■ **WORK ORDER**: Your task is to retype every entry exactly, omitting nothing.

════════════════

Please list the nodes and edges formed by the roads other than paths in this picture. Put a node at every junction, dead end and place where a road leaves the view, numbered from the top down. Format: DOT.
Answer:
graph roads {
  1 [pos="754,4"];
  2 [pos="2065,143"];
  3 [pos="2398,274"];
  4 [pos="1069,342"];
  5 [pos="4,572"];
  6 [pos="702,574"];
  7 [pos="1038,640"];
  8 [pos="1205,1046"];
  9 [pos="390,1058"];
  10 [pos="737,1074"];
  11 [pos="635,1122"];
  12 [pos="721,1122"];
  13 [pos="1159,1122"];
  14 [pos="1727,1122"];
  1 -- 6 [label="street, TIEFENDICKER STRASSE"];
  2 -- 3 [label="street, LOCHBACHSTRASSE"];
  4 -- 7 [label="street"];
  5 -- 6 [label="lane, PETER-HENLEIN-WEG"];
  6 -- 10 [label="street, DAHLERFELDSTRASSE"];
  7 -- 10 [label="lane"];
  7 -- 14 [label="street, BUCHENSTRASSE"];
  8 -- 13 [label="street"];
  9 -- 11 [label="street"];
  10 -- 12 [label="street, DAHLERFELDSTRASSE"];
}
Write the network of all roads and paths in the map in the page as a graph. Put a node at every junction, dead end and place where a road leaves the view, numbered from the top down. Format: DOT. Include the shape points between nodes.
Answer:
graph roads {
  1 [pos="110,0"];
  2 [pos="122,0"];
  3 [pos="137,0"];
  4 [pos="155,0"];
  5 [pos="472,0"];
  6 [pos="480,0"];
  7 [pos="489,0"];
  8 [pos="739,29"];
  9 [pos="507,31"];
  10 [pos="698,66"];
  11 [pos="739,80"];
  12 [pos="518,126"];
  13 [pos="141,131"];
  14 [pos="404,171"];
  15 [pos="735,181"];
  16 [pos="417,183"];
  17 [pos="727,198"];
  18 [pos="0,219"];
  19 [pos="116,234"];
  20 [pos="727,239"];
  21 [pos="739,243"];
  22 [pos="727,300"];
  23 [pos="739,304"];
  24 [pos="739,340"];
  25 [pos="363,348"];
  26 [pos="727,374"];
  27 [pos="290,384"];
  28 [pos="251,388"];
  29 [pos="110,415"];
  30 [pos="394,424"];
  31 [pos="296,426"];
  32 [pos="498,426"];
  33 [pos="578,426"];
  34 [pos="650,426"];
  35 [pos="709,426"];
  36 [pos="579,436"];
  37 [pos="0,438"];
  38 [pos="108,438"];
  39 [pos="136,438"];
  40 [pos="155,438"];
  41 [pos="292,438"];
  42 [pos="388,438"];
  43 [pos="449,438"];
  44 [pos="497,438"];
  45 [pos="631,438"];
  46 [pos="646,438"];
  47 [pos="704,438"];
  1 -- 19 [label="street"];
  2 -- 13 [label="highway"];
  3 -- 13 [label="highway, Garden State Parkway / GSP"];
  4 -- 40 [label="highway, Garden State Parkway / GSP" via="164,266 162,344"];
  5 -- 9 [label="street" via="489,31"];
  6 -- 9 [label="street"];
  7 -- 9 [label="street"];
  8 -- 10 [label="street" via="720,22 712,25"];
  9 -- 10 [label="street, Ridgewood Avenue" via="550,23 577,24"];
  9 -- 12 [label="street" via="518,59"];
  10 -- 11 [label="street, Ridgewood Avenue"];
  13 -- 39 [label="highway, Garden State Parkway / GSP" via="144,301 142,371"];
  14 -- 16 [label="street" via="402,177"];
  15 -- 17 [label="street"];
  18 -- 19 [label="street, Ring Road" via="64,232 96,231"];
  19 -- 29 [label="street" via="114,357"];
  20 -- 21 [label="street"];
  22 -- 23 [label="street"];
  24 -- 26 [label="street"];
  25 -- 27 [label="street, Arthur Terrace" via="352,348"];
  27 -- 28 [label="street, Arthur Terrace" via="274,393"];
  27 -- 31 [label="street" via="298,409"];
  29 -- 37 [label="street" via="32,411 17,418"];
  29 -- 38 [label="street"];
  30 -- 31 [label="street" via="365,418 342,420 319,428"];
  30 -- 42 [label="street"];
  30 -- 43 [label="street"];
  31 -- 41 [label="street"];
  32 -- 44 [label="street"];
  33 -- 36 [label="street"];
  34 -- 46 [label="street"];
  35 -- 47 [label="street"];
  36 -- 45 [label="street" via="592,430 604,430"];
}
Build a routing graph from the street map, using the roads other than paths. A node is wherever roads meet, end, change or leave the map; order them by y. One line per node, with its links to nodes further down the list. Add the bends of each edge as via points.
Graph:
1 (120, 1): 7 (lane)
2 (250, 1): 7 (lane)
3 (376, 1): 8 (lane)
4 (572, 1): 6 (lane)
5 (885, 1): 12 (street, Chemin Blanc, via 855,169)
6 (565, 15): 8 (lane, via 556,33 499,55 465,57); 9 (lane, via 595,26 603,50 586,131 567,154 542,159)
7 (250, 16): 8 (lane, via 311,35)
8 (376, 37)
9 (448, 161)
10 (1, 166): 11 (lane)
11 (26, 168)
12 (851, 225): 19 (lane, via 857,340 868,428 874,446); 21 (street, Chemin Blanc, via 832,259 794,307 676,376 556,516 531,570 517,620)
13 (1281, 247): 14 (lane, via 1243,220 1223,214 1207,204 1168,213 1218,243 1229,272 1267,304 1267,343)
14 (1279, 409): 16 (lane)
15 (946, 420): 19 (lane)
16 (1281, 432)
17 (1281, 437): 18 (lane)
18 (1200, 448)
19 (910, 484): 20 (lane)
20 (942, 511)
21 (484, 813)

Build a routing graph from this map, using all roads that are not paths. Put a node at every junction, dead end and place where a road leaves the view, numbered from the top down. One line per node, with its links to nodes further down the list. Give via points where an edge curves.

════════════════

■ **RESULT OF THE TASK**:
Please list the nodes and edges formed by the roads other than paths in this picture. Put a node at every junction, dead end and place where a road leaves the view, numbered from the top down. Format: DOT.
Answer:
graph roads {
  1 [pos="754,4"];
  2 [pos="2065,143"];
  3 [pos="2398,274"];
  4 [pos="1069,342"];
  5 [pos="4,572"];
  6 [pos="702,574"];
  7 [pos="1038,640"];
  8 [pos="1205,1046"];
  9 [pos="390,1058"];
  10 [pos="737,1074"];
  11 [pos="635,1122"];
  12 [pos="721,1122"];
  13 [pos="1159,1122"];
  14 [pos="1727,1122"];
  1 -- 6 [label="street, TIEFENDICKER STRASSE"];
  2 -- 3 [label="street, LOCHBACHSTRASSE"];
  4 -- 7 [label="street"];
  5 -- 6 [label="lane, PETER-HENLEIN-WEG"];
  6 -- 10 [label="street, DAHLERFELDSTRASSE"];
  7 -- 10 [label="lane"];
  7 -- 14 [label="street, BUCHENSTRASSE"];
  8 -- 13 [label="street"];
  9 -- 11 [label="street"];
  10 -- 12 [label="street, DAHLERFELDSTRASSE"];
}
Write the network of all roads and paths in the map in the page as a graph. Put a node at every junction, dead end and place where a road leaves the view, numbered from the top down. Format: DOT. Include the shape points between nodes.
Answer:
graph roads {
  1 [pos="110,0"];
  2 [pos="122,0"];
  3 [pos="137,0"];
  4 [pos="155,0"];
  5 [pos="472,0"];
  6 [pos="480,0"];
  7 [pos="489,0"];
  8 [pos="739,29"];
  9 [pos="507,31"];
  10 [pos="698,66"];
  11 [pos="739,80"];
  12 [pos="518,126"];
  13 [pos="141,131"];
  14 [pos="404,171"];
  15 [pos="735,181"];
  16 [pos="417,183"];
  17 [pos="727,198"];
  18 [pos="0,219"];
  19 [pos="116,234"];
  20 [pos="727,239"];
  21 [pos="739,243"];
  22 [pos="727,300"];
  23 [pos="739,304"];
  24 [pos="739,340"];
  25 [pos="363,348"];
  26 [pos="727,374"];
  27 [pos="290,384"];
  28 [pos="251,388"];
  29 [pos="110,415"];
  30 [pos="394,424"];
  31 [pos="296,426"];
  32 [pos="498,426"];
  33 [pos="578,426"];
  34 [pos="650,426"];
  35 [pos="709,426"];
  36 [pos="579,436"];
  37 [pos="0,438"];
  38 [pos="108,438"];
  39 [pos="136,438"];
  40 [pos="155,438"];
  41 [pos="292,438"];
  42 [pos="388,438"];
  43 [pos="449,438"];
  44 [pos="497,438"];
  45 [pos="631,438"];
  46 [pos="646,438"];
  47 [pos="704,438"];
  1 -- 19 [label="street"];
  2 -- 13 [label="highway"];
  3 -- 13 [label="highway, Garden State Parkway / GSP"];
  4 -- 40 [label="highway, Garden State Parkway / GSP" via="164,266 162,344"];
  5 -- 9 [label="street" via="489,31"];
  6 -- 9 [label="street"];
  7 -- 9 [label="street"];
  8 -- 10 [label="street" via="720,22 712,25"];
  9 -- 10 [label="street, Ridgewood Avenue" via="550,23 577,24"];
  9 -- 12 [label="street" via="518,59"];
  10 -- 11 [label="street, Ridgewood Avenue"];
  13 -- 39 [label="highway, Garden State Parkway / GSP" via="144,301 142,371"];
  14 -- 16 [label="street" via="402,177"];
  15 -- 17 [label="street"];
  18 -- 19 [label="street, Ring Road" via="64,232 96,231"];
  19 -- 29 [label="street" via="114,357"];
  20 -- 21 [label="street"];
  22 -- 23 [label="street"];
  24 -- 26 [label="street"];
  25 -- 27 [label="street, Arthur Terrace" via="352,348"];
  27 -- 28 [label="street, Arthur Terrace" via="274,393"];
  27 -- 31 [label="street" via="298,409"];
  29 -- 37 [label="street" via="32,411 17,418"];
  29 -- 38 [label="street"];
  30 -- 31 [label="street" via="365,418 342,420 319,428"];
  30 -- 42 [label="street"];
  30 -- 43 [label="street"];
  31 -- 41 [label="street"];
  32 -- 44 [label="street"];
  33 -- 36 [label="street"];
  34 -- 46 [label="street"];
  35 -- 47 [label="street"];
  36 -- 45 [label="street" via="592,430 604,430"];
}
Build a routing graph from the street map, using the roads other than paths. A node is wherever roads meet, end, change or leave the map; order them by y. One line per node, with its links to nodes further down the list. Add the bends of each edge as via points.
Graph:
1 (120, 1): 7 (lane)
2 (250, 1): 7 (lane)
3 (376, 1): 8 (lane)
4 (572, 1): 6 (lane)
5 (885, 1): 12 (street, Chemin Blanc, via 855,169)
6 (565, 15): 8 (lane, via 556,33 499,55 465,57); 9 (lane, via 595,26 603,50 586,131 567,154 542,159)
7 (250, 16): 8 (lane, via 311,35)
8 (376, 37)
9 (448, 161)
10 (1, 166): 11 (lane)
11 (26, 168)
12 (851, 225): 19 (lane, via 857,340 868,428 874,446); 21 (street, Chemin Blanc, via 832,259 794,307 676,376 556,516 531,570 517,620)
13 (1281, 247): 14 (lane, via 1243,220 1223,214 1207,204 1168,213 1218,243 1229,272 1267,304 1267,343)
14 (1279, 409): 16 (lane)
15 (946, 420): 19 (lane)
16 (1281, 432)
17 (1281, 437): 18 (lane)
18 (1200, 448)
19 (910, 484): 20 (lane)
20 (942, 511)
21 (484, 813)

Build a routing graph from this map, using all roads that are not paths. Put a node at every junction, dead end and place where a road leaves the view, numbered from the top down. One line per node, with its links to nodes further down the list. Give via points where an edge curves.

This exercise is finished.